I have walked along, and in, many streams in the Pine Barrens in knee boots, hip boots and chest waders. Most of the best photos I've taken have been in environmentally sensitive areas. For the most part, I explore the same areas that hunters frequent. I know this because I see deer feeders and stands all the time.
If there were 100,000 people walking on sphagnum moss, or into the Tulpehocken, or into the Oswego or Batsto or Mullica or Wading Rivers, down the flooded Road at Deep Run, those areas would be destroyed. But there aren't that many people doing it. Am I acting illegally or unethically?
Hunters trap beaver, kill deer, coyote, turkey, etc.
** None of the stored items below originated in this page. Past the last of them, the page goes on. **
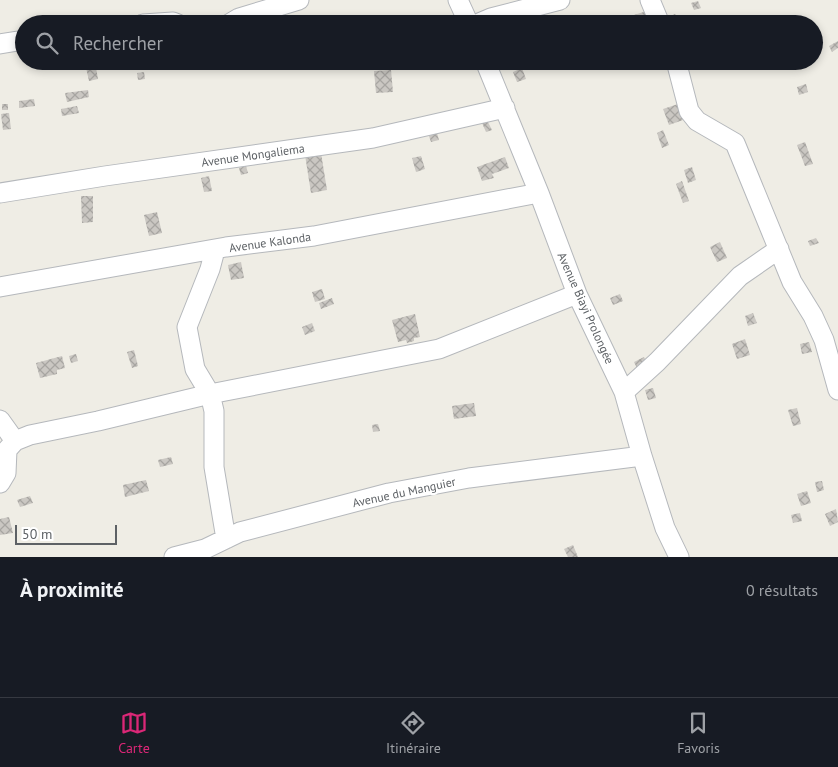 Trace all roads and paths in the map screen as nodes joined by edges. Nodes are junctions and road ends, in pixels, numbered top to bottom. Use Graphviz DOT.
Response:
graph roads {
  1 [pos="299,0"];
  2 [pos="458,0"];
  3 [pos="560,0"];
  4 [pos="650,0"];
  5 [pos="249,15"];
  6 [pos="465,15"];
  7 [pos="502,15"];
  8 [pos="656,15"];
  9 [pos="15,42"];
  10 [pos="0,44"];
  11 [pos="489,70"];
  12 [pos="678,70"];
  13 [pos="505,108"];
  14 [pos="0,193"];
  15 [pos="539,193"];
  16 [pos="779,248"];
  17 [pos="215,250"];
  18 [pos="0,287"];
  19 [pos="577,294"];
  20 [pos="838,390"];
  21 [pos="624,392"];
  22 [pos="210,394"];
  23 [pos="0,420"];
  24 [pos="15,441"];
  25 [pos="642,456"];
  26 [pos="0,483"];
  27 [pos="226,539"];
  28 [pos="174,557"];
  29 [pos="679,557"];
  1 -- 5 [label="street"];
  2 -- 6 [label="street"];
  3 -- 7 [label="street"];
  4 -- 8 [label="street"];
  9 -- 10 [label="street"];
  11 -- 13 [label="street, Avenue Biayi Prolongée"];
  12 -- 16 [label="street"];
  13 -- 14 [label="street, Avenue Mongaliema"];
  13 -- 15 [label="street, Avenue Biayi Prolongée"];
  15 -- 17 [label="street, Avenue Kalonda"];
  15 -- 19 [label="street, Avenue Biayi Prolongée"];
  16 -- 20 [label="street"];
  16 -- 21 [label="street"];
  17 -- 18 [label="street, Avenue Kalonda"];
  17 -- 22 [label="street"];
  19 -- 21 [label="street, Avenue Biayi Prolongée"];
  19 -- 22 [label="street"];
  21 -- 25 [label="street, Avenue Biayi Prolongée"];
  22 -- 24 [label="street"];
  22 -- 27 [label="street"];
  23 -- 24 [label="street"];
  24 -- 26 [label="street"];
  25 -- 27 [label="street, Avenue du Manguier"];
  25 -- 29 [label="street, Avenue Biayi Prolongée"];
  27 -- 28 [label="street, Avenue du Manguier"];
} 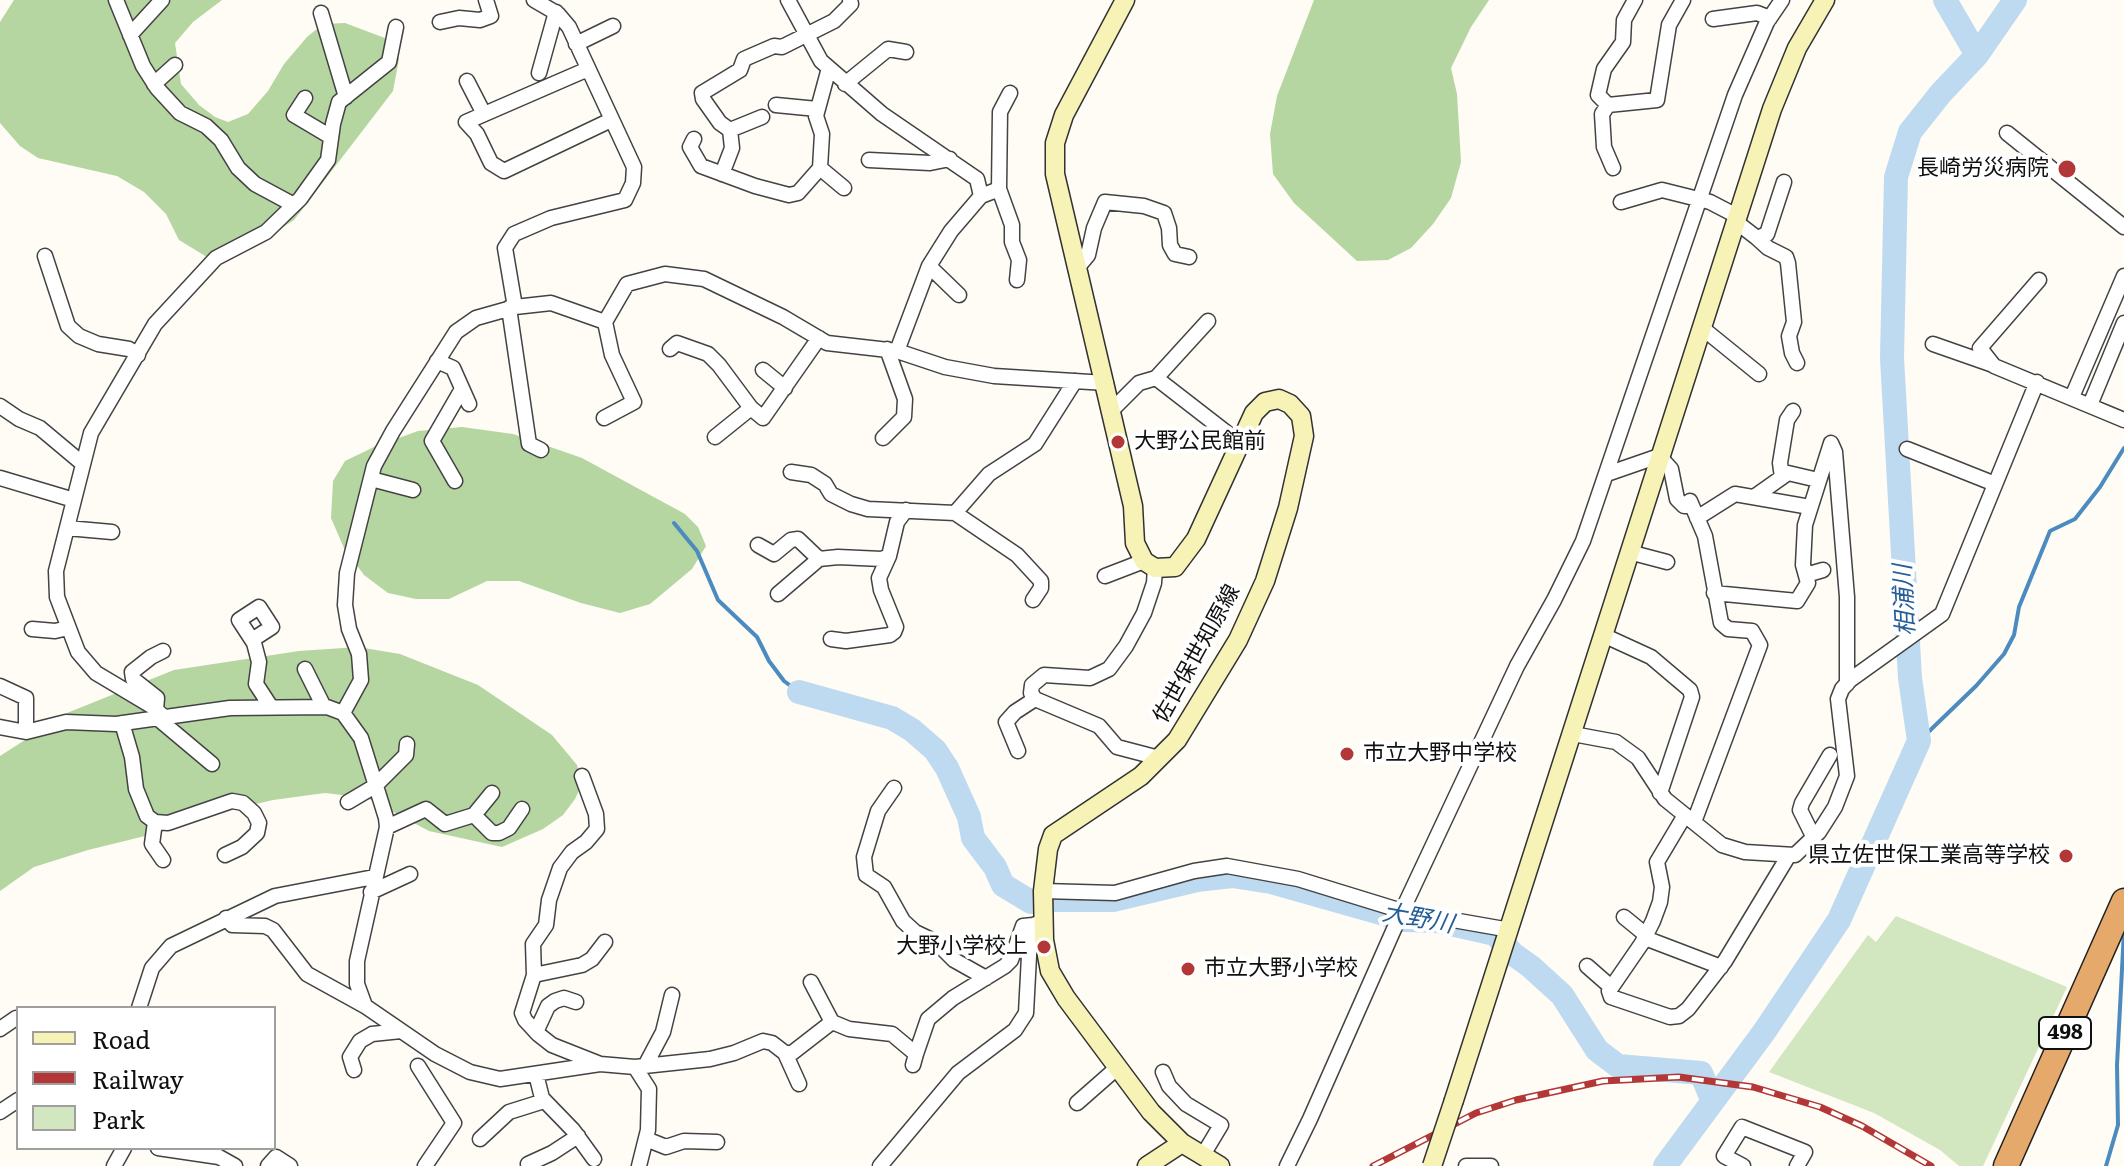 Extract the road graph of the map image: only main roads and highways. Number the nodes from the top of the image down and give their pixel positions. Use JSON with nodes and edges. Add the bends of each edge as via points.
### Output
{"nodes":[{"id":1,"x":1125,"y":0,"type":"edge"},
{"id":2,"x":1825,"y":0,"type":"edge"},
{"id":3,"x":2124,"y":901,"type":"edge"},
{"id":4,"x":1182,"y":1143,"type":"junction"},
{"id":5,"x":1147,"y":1166,"type":"edge"},
{"id":6,"x":1220,"y":1166,"type":"edge"},
{"id":7,"x":1432,"y":1166,"type":"edge"},
{"id":8,"x":2006,"y":1166,"type":"edge"}],
"edges":[{"from":1,"to":4,"type":"main road","name":"佐世保世知原線","via":[[1064,115],[1055,143],[1055,174],[1133,506],[1135,543],[1150,565],[1175,567],[1196,539],[1254,413],[1265,402],[1279,399],[1290,404],[1301,416],[1304,436],[1265,581],[1238,640],[1177,740],[1141,776],[1053,835],[1048,849],[1038,923],[1050,971],[1151,1112]]},
{"from":2,"to":7,"type":"main road","bridge":true,"via":[[1782,81]]},
{"from":3,"to":8,"type":"highway","number":"498"},
{"from":4,"to":5,"type":"main road"},
{"from":4,"to":6,"type":"main road","name":"佐世保世知原線"}]}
Are they destroying the environment?
If you or I are taking photos of heron or snowy owl and they fly away because they see us, we have disturbed them in their natural environment. Is it illegal? Is it ethical?
If someone drives a 4x4 into a spung, or a river, or goes muddding on legal roads and tears them up and makes the holes deeper, or makes doughnut tire ruts, is it legal or unethical?
If you or I drive down Railroad Ave and use an established go-around, is that illegal?
I know a lot of landscape photographers, and they all walk into savannah, leave roads and trails and walk into the woods, cross cedar swamps. Are we breaking the law? Are we acting unethically? Many use drones, (on this one issue I am clear because drones are 100% illegal in state parks).
It is a complicated issue.
It is a complicated issue, but I think much of it is just common sense. Most of us, I hope, can frequent the areas you mentioned, without doing damage, leaving them like we found them.